Undated: Dorah Sitole’s beef tagine, traditionally a dish from North Africa(Photograph supplied)

Elevating household food

Part of Sitole’s immense influence has resided in her ability to take food and meals enjoyed by working and middle-class Black households, and elevate and celebrate it by showcasing it on the various platforms available to her. For many Black people, it was an affirmation that what we loved and/or what we could afford to eat was worthy of showcasing, too. That it was good, just like the cuisines and meals of other countries and communities that are elevated in food culture.

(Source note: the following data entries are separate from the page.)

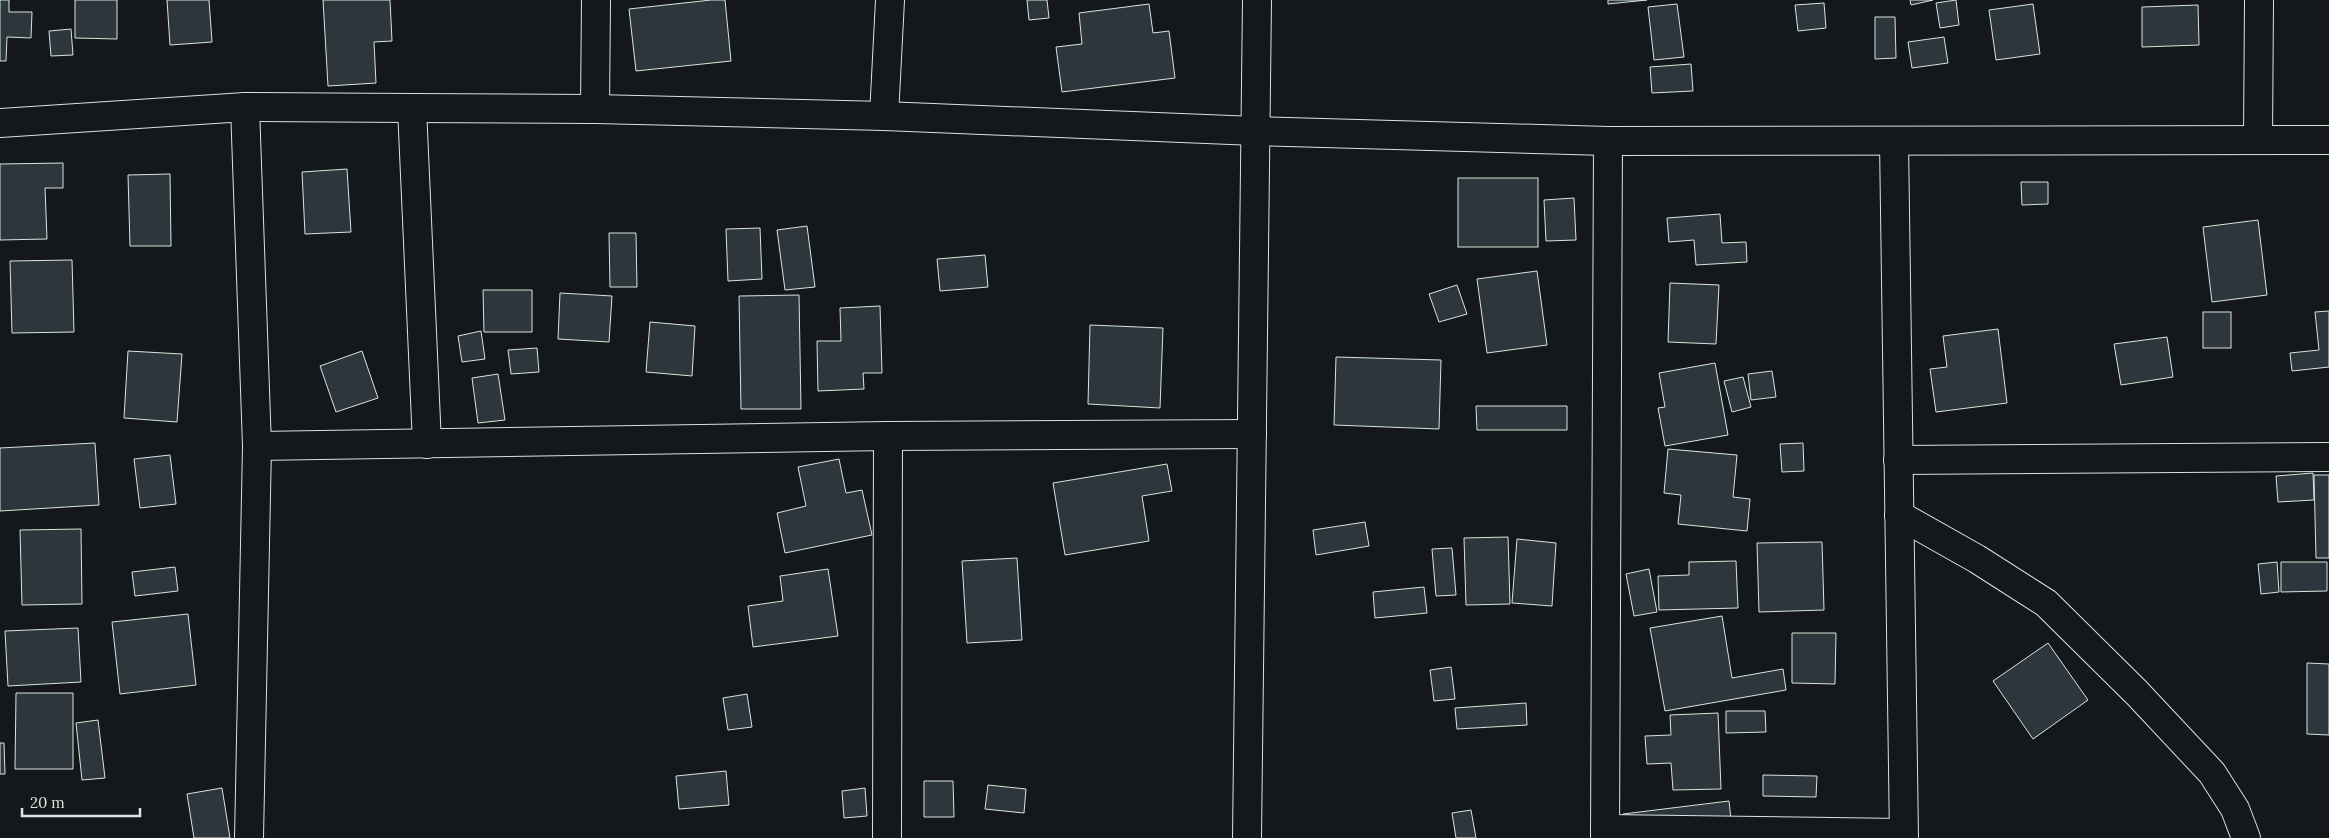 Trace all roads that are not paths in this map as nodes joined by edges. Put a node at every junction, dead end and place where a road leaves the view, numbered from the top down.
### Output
1 (596, 0) edge
2 (890, 0) edge
3 (1257, 0) edge
4 (2258, 0) edge
5 (246, 107) junction
6 (412, 108) junction
7 (595, 109) junction
8 (884, 116) junction
9 (0, 123) edge
10 (1256, 131) junction
11 (2258, 140) junction
12 (2329, 140) edge
13 (1608, 141) junction
14 (1894, 141) junction
15 (1252, 434) junction
16 (888, 436) junction
17 (427, 444) junction
18 (257, 446) junction
19 (2329, 456) edge
20 (1898, 460) junction
21 (1899, 515) junction
22 (1605, 833) edge
23 (1904, 836) edge
24 (249, 838) edge
25 (887, 838) edge
26 (1246, 838) edge
27 (2246, 838) edge

1 - 7 street
2 - 8 street
3 - 10 street
4 - 11 street
5 - 6 street
5 - 9 street
5 - 18 street
6 - 7 street
6 - 17 street
7 - 8 street
8 - 10 street
10 - 13 street
10 - 15 street
11 - 12 street
11 - 14 street
13 - 14 street
13 - 22 street
14 - 20 street
15 - 16 street
15 - 26 street
16 - 17 street
16 - 25 street
17 - 18 street
18 - 24 street
19 - 20 street
20 - 21 street
21 - 23 street
21 - 27 street
22 - 23 street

This was particularly important during apartheid and the early days of democracy, when Black people weren’t considered a community worthy of being catered for. “When people spoke of South African food, it was never really food eaten in Black or township homes. We would hear about bobotie, melktert and koeksisters, but there was never any morogo or amabele,” she says, referring to the curried mince dish, milk tart and sugary plaits that were given preference over wild spinach and sorghum. 

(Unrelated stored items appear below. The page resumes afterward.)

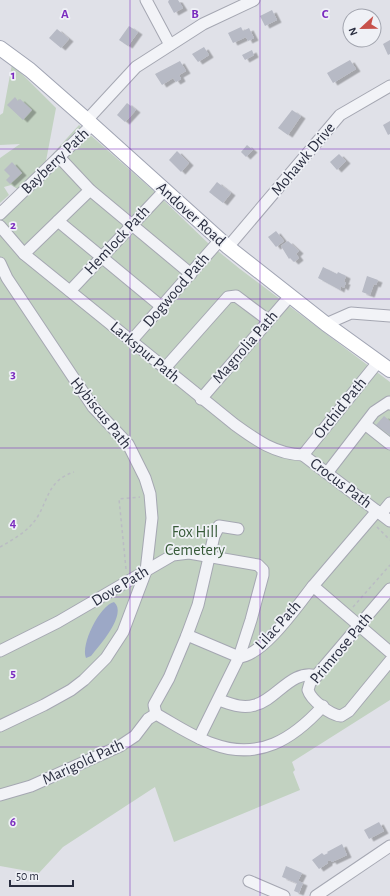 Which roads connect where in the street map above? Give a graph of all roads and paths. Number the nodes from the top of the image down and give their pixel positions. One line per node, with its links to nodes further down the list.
1 (146, 0): 3 (street)
2 (254, 0): 3 (street, Bayberry Path)
3 (170, 45): 6 (street, Bayberry Path)
4 (0, 48): 6 (main road, Andover Road)
5 (390, 86): 14 (street, Mohawk Drive)
6 (89, 122): 7 (street, Bayberry Path); 9 (main road, Andover Road)
7 (59, 157): 8 (street); 10 (street, Bayberry Path)
8 (90, 190): 11 (street); 12 (street)
9 (165, 190): 12 (street, Hemlock Path); 14 (main road, Andover Road)
10 (0, 214)
11 (58, 221): 15 (street); 16 (street)
12 (131, 225): 16 (street, Hemlock Path); 18 (street)
13 (0, 226): 15 (street, Larkspur Path)
14 (224, 244): 18 (street, Dogwood Path); 20 (main road, Andover Road)
15 (24, 254): 19 (street, Larkspur Path)
16 (101, 257): 19 (street, Hemlock Path); 21 (street)
17 (0, 263): 36 (street, Hybiscus Path)
18 (191, 274): 21 (street, Dogwood Path)
19 (70, 291): 25 (street, Larkspur Path)
20 (290, 296): 23 (street, Magnolia Path); 24 (main road, Andover Road)
21 (162, 307): 25 (street, Dogwood Path)
22 (390, 316): 24 (street)
23 (268, 320): 27 (street); 29 (street, Magnolia Path)
24 (326, 324): 26 (main road, Andover Road)
25 (132, 340): 27 (street, Larkspur Path)
26 (378, 362): 28 (main road, Andover Road); 33 (street, Orchid Path)
27 (165, 368): 29 (street, Larkspur Path)
28 (390, 370)
29 (201, 399): 33 (street, Larkspur Path)
30 (390, 402): 31 (street)
31 (366, 425): 32 (street); 35 (street)
32 (390, 444)
33 (303, 454): 35 (street, Crocus Path)
34 (74, 472): 43 (path)
35 (327, 473): 38 (street, Crocus Path)
36 (150, 496): 46 (path); 47 (street, Hybiscus Path)
37 (390, 503): 38 (street, Lilac Path)
38 (379, 512): 39 (street, Lilac Path); 40 (street, Crocus Path)
39 (369, 520): 42 (path); 48 (street, Lilac Path)
40 (390, 521)
41 (238, 529): 44 (street)
42 (390, 540)
43 (0, 547)
44 (210, 556): 47 (street, Dove Path); 52 (street); 55 (street, Dove Path)
45 (390, 565): 50 (path)
46 (126, 569)
47 (146, 571): 53 (street, Dove Path); 61 (street, Hybiscus Path)
48 (313, 586): 50 (street, Lilac Path); 55 (street, Lilac Path)
49 (390, 589): 51 (street, Primrose Path)
50 (346, 615): 51 (street, Lilac Path)
51 (360, 626): 54 (street, Lilac Path); 57 (street, Primrose Path)
52 (187, 635): 55 (street); 60 (street)
53 (0, 651)
54 (390, 652)
55 (239, 657): 58 (street)
56 (390, 661): 59 (street)
57 (317, 676): 58 (street); 59 (street, Primrose Path)
58 (219, 700): 62 (street)
59 (323, 706): 62 (street)
60 (156, 714): 62 (street); 63 (street, Marigold Path)
61 (0, 726)
62 (199, 738)
63 (0, 795)
64 (390, 846): 67 (street)
65 (249, 881): 66 (street)
66 (284, 896)
67 (316, 896)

Undated: The recipe for Dorah Sitole’s morogo-umbido appears in her latest cookbook.(Photograph supplied)

“So I think my greatest impact was during my years at True Love, where I was able to work with brands such as Tastic, Rainbow Chicken, Snowflake and Woolworths who for many years didn’t really speak to Black people.” 

In many ways, Sitole was the original food influencer. It is an industry that has grown in leaps and bounds since she started doing twice-a-week demo classes as True Love magazine’s food editor.

A life story in food

Her new book, the third book for the acclaimed author, tells the story of her life through food.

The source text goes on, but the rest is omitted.